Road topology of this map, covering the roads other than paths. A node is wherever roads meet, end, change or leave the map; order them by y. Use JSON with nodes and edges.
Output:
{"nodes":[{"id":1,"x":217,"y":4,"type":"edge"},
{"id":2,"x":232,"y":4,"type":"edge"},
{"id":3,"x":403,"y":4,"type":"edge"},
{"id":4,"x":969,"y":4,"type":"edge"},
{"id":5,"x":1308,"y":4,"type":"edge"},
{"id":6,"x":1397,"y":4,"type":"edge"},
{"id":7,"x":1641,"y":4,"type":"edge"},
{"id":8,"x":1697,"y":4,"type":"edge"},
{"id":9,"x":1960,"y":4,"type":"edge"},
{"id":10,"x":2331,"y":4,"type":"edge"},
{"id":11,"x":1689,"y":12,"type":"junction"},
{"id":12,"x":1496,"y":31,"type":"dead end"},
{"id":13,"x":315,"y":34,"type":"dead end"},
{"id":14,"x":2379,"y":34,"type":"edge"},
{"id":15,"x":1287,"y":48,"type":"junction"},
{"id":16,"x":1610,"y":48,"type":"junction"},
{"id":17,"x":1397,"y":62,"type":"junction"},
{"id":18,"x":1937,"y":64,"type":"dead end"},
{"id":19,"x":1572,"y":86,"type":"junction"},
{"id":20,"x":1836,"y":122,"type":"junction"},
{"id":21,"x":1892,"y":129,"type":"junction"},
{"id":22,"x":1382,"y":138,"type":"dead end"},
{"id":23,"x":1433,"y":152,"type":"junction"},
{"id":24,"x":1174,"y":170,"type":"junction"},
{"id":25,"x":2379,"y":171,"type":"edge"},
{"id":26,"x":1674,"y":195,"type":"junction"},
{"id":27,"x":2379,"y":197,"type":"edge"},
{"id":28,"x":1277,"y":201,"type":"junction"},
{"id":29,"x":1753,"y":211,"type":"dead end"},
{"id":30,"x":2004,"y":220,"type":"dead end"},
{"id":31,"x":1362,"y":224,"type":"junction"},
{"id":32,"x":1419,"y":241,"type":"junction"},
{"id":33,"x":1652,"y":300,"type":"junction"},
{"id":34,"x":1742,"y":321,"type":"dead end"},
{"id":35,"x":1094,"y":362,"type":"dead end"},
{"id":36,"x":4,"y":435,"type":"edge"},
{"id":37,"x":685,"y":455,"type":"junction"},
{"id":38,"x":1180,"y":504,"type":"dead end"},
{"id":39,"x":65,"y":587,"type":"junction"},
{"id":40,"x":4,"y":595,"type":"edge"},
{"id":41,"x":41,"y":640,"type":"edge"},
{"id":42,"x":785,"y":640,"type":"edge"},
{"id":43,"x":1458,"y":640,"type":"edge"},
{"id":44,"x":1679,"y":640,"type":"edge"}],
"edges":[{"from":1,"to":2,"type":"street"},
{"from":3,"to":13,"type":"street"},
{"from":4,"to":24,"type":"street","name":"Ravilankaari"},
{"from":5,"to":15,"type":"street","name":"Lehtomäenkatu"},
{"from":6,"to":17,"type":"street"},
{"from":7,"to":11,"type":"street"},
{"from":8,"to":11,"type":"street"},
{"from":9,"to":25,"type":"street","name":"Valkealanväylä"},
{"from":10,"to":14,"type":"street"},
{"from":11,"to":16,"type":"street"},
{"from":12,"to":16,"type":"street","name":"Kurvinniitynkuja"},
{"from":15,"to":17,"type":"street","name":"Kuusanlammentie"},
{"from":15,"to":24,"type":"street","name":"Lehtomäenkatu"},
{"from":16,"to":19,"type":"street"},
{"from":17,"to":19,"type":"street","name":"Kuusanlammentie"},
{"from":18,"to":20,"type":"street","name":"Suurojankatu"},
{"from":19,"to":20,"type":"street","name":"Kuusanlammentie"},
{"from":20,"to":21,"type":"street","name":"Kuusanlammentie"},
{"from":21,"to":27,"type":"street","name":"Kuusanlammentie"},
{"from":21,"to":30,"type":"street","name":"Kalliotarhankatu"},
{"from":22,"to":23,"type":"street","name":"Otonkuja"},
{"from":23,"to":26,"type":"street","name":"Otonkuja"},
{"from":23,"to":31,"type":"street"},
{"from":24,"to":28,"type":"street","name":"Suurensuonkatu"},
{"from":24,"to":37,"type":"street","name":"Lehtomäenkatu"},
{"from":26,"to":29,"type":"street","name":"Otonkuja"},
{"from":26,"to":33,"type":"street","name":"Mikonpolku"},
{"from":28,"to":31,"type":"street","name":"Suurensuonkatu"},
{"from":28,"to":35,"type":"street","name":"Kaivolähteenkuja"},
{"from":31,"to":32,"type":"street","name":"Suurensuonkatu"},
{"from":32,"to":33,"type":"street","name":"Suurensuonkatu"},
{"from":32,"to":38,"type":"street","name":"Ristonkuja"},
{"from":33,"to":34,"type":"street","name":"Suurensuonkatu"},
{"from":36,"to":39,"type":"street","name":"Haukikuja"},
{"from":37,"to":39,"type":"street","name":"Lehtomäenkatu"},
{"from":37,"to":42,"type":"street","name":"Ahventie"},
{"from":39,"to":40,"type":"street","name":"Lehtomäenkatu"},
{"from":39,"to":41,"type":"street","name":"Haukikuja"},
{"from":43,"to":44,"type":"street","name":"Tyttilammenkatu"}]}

Exercise brief: Could you quote the material above in full, exactly as it stands?

Expected output:
Road topology of this map, covering the roads other than paths. A node is wherever roads meet, end, change or leave the map; order them by y. Use JSON with nodes and edges.
Output:
{"nodes":[{"id":1,"x":217,"y":4,"type":"edge"},
{"id":2,"x":232,"y":4,"type":"edge"},
{"id":3,"x":403,"y":4,"type":"edge"},
{"id":4,"x":969,"y":4,"type":"edge"},
{"id":5,"x":1308,"y":4,"type":"edge"},
{"id":6,"x":1397,"y":4,"type":"edge"},
{"id":7,"x":1641,"y":4,"type":"edge"},
{"id":8,"x":1697,"y":4,"type":"edge"},
{"id":9,"x":1960,"y":4,"type":"edge"},
{"id":10,"x":2331,"y":4,"type":"edge"},
{"id":11,"x":1689,"y":12,"type":"junction"},
{"id":12,"x":1496,"y":31,"type":"dead end"},
{"id":13,"x":315,"y":34,"type":"dead end"},
{"id":14,"x":2379,"y":34,"type":"edge"},
{"id":15,"x":1287,"y":48,"type":"junction"},
{"id":16,"x":1610,"y":48,"type":"junction"},
{"id":17,"x":1397,"y":62,"type":"junction"},
{"id":18,"x":1937,"y":64,"type":"dead end"},
{"id":19,"x":1572,"y":86,"type":"junction"},
{"id":20,"x":1836,"y":122,"type":"junction"},
{"id":21,"x":1892,"y":129,"type":"junction"},
{"id":22,"x":1382,"y":138,"type":"dead end"},
{"id":23,"x":1433,"y":152,"type":"junction"},
{"id":24,"x":1174,"y":170,"type":"junction"},
{"id":25,"x":2379,"y":171,"type":"edge"},
{"id":26,"x":1674,"y":195,"type":"junction"},
{"id":27,"x":2379,"y":197,"type":"edge"},
{"id":28,"x":1277,"y":201,"type":"junction"},
{"id":29,"x":1753,"y":211,"type":"dead end"},
{"id":30,"x":2004,"y":220,"type":"dead end"},
{"id":31,"x":1362,"y":224,"type":"junction"},
{"id":32,"x":1419,"y":241,"type":"junction"},
{"id":33,"x":1652,"y":300,"type":"junction"},
{"id":34,"x":1742,"y":321,"type":"dead end"},
{"id":35,"x":1094,"y":362,"type":"dead end"},
{"id":36,"x":4,"y":435,"type":"edge"},
{"id":37,"x":685,"y":455,"type":"junction"},
{"id":38,"x":1180,"y":504,"type":"dead end"},
{"id":39,"x":65,"y":587,"type":"junction"},
{"id":40,"x":4,"y":595,"type":"edge"},
{"id":41,"x":41,"y":640,"type":"edge"},
{"id":42,"x":785,"y":640,"type":"edge"},
{"id":43,"x":1458,"y":640,"type":"edge"},
{"id":44,"x":1679,"y":640,"type":"edge"}],
"edges":[{"from":1,"to":2,"type":"street"},
{"from":3,"to":13,"type":"street"},
{"from":4,"to":24,"type":"street","name":"Ravilankaari"},
{"from":5,"to":15,"type":"street","name":"Lehtomäenkatu"},
{"from":6,"to":17,"type":"street"},
{"from":7,"to":11,"type":"street"},
{"from":8,"to":11,"type":"street"},
{"from":9,"to":25,"type":"street","name":"Valkealanväylä"},
{"from":10,"to":14,"type":"street"},
{"from":11,"to":16,"type":"street"},
{"from":12,"to":16,"type":"street","name":"Kurvinniitynkuja"},
{"from":15,"to":17,"type":"street","name":"Kuusanlammentie"},
{"from":15,"to":24,"type":"street","name":"Lehtomäenkatu"},
{"from":16,"to":19,"type":"street"},
{"from":17,"to":19,"type":"street","name":"Kuusanlammentie"},
{"from":18,"to":20,"type":"street","name":"Suurojankatu"},
{"from":19,"to":20,"type":"street","name":"Kuusanlammentie"},
{"from":20,"to":21,"type":"street","name":"Kuusanlammentie"},
{"from":21,"to":27,"type":"street","name":"Kuusanlammentie"},
{"from":21,"to":30,"type":"street","name":"Kalliotarhankatu"},
{"from":22,"to":23,"type":"street","name":"Otonkuja"},
{"from":23,"to":26,"type":"street","name":"Otonkuja"},
{"from":23,"to":31,"type":"street"},
{"from":24,"to":28,"type":"street","name":"Suurensuonkatu"},
{"from":24,"to":37,"type":"street","name":"Lehtomäenkatu"},
{"from":26,"to":29,"type":"street","name":"Otonkuja"},
{"from":26,"to":33,"type":"street","name":"Mikonpolku"},
{"from":28,"to":31,"type":"street","name":"Suurensuonkatu"},
{"from":28,"to":35,"type":"street","name":"Kaivolähteenkuja"},
{"from":31,"to":32,"type":"street","name":"Suurensuonkatu"},
{"from":32,"to":33,"type":"street","name":"Suurensuonkatu"},
{"from":32,"to":38,"type":"street","name":"Ristonkuja"},
{"from":33,"to":34,"type":"street","name":"Suurensuonkatu"},
{"from":36,"to":39,"type":"street","name":"Haukikuja"},
{"from":37,"to":39,"type":"street","name":"Lehtomäenkatu"},
{"from":37,"to":42,"type":"street","name":"Ahventie"},
{"from":39,"to":40,"type":"street","name":"Lehtomäenkatu"},
{"from":39,"to":41,"type":"street","name":"Haukikuja"},
{"from":43,"to":44,"type":"street","name":"Tyttilammenkatu"}]}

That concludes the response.